(Extracted material Opens)

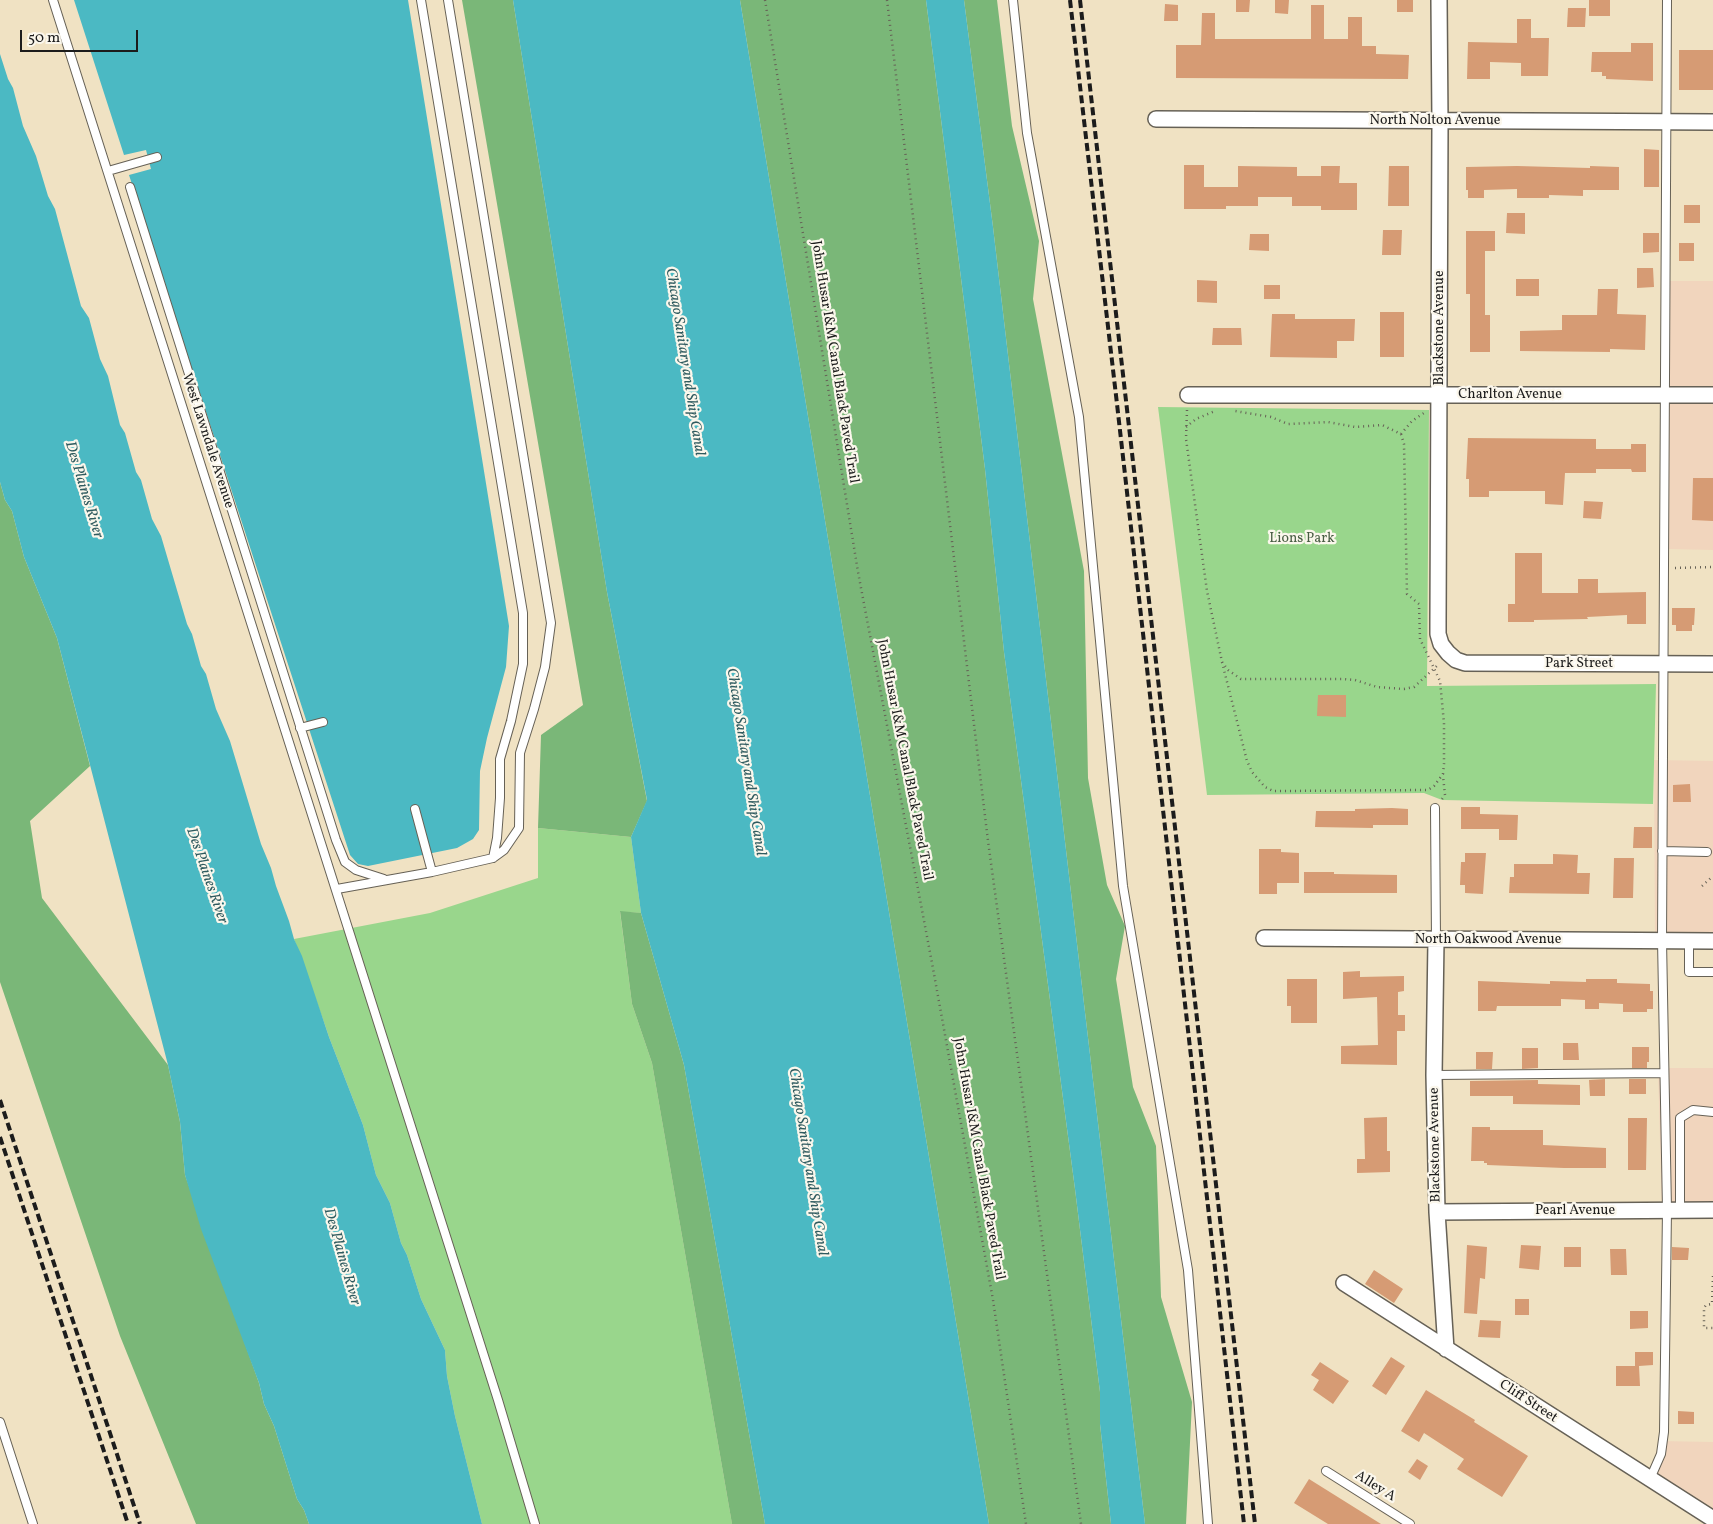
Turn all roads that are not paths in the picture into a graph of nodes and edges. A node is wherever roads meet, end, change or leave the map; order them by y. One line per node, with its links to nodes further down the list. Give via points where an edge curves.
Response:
1 (53, 0): 12 (lane, West Lawndale Avenue)
2 (421, 0): 27 (lane, via 523,613 523,664 500,759 500,798)
3 (448, 0): 27 (lane, via 552,623 545,667 520,753 518,828 504,850)
4 (1013, 0): 51 (lane, via 1026,133 1079,417 1123,886 1188,1270)
5 (1440, 0): 8 (street, Blackstone Avenue)
6 (1666, 0): 9 (lane)
7 (1156, 119): 8 (street, North Nolton Avenue)
8 (1440, 122): 9 (street, North Nolton Avenue); 17 (street, Blackstone Avenue)
9 (1665, 122): 10 (street, North Nolton Avenue); 14 (lane)
10 (1713, 122)
11 (157, 157): 12 (lane)
12 (108, 171): 30 (lane, West Lawndale Avenue)
13 (130, 186): 22 (lane)
14 (1664, 394): 16 (street, Charlton Avenue); 17 (street, Charlton Avenue); 19 (lane)
15 (1188, 395): 17 (street, Charlton Avenue)
16 (1713, 395)
17 (1439, 401): 18 (street, Blackstone Avenue, via 1438,634)
18 (1448, 653): 19 (street, Park Street, via 1465,663)
19 (1663, 664): 20 (street, Park Street); 25 (lane)
20 (1713, 664)
21 (323, 722): 22 (lane)
22 (300, 728): 29 (lane, via 345,862 356,870)
23 (1435, 808): 32 (lane)
24 (415, 809): 28 (lane)
25 (1662, 851): 26 (lane); 33 (lane)
26 (1707, 852)
27 (493, 858): 28 (lane)
28 (432, 872): 29 (lane)
29 (386, 880): 30 (lane)
30 (337, 889): 50 (lane, West Lawndale Avenue)
31 (1264, 938): 32 (street, North Oakwood Avenue)
32 (1436, 940): 33 (street, North Oakwood Avenue); 38 (street, Blackstone Avenue)
33 (1662, 940): 34 (street, North Oakwood Avenue); 37 (lane)
34 (1689, 940): 35 (street, North Oakwood Avenue); 36 (lane, via 1689,972)
35 (1713, 941)
36 (1713, 972)
37 (1664, 1073): 38 (lane); 40 (lane)
38 (1434, 1075): 42 (street, Blackstone Avenue)
39 (1713, 1112): 40 (lane, via 1693,1110 1680,1118)
40 (1674, 1210): 41 (street, Pearl Avenue); 42 (street, Pearl Avenue); 47 (lane, via 1664,1432 1661,1454)
41 (1713, 1210)
42 (1437, 1212): 44 (street, Blackstone Avenue)
43 (1344, 1283): 44 (street, Cliff Street)
44 (1446, 1349): 47 (street, Cliff Street)
45 (0, 1422): 49 (lane)
46 (1326, 1470): 52 (lane, Alley A)
47 (1650, 1479): 48 (street, Cliff Street)
48 (1713, 1519)
49 (33, 1524)
50 (534, 1524)
51 (1208, 1524)
52 (1410, 1524)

(Extracted material Closes)

- Problem description
Search the data above and return each line in which "Charlton" occurs.

- Response below
14 (1664, 394): 16 (street, Charlton Avenue); 17 (street, Charlton Avenue); 19 (lane)
15 (1188, 395): 17 (street, Charlton Avenue)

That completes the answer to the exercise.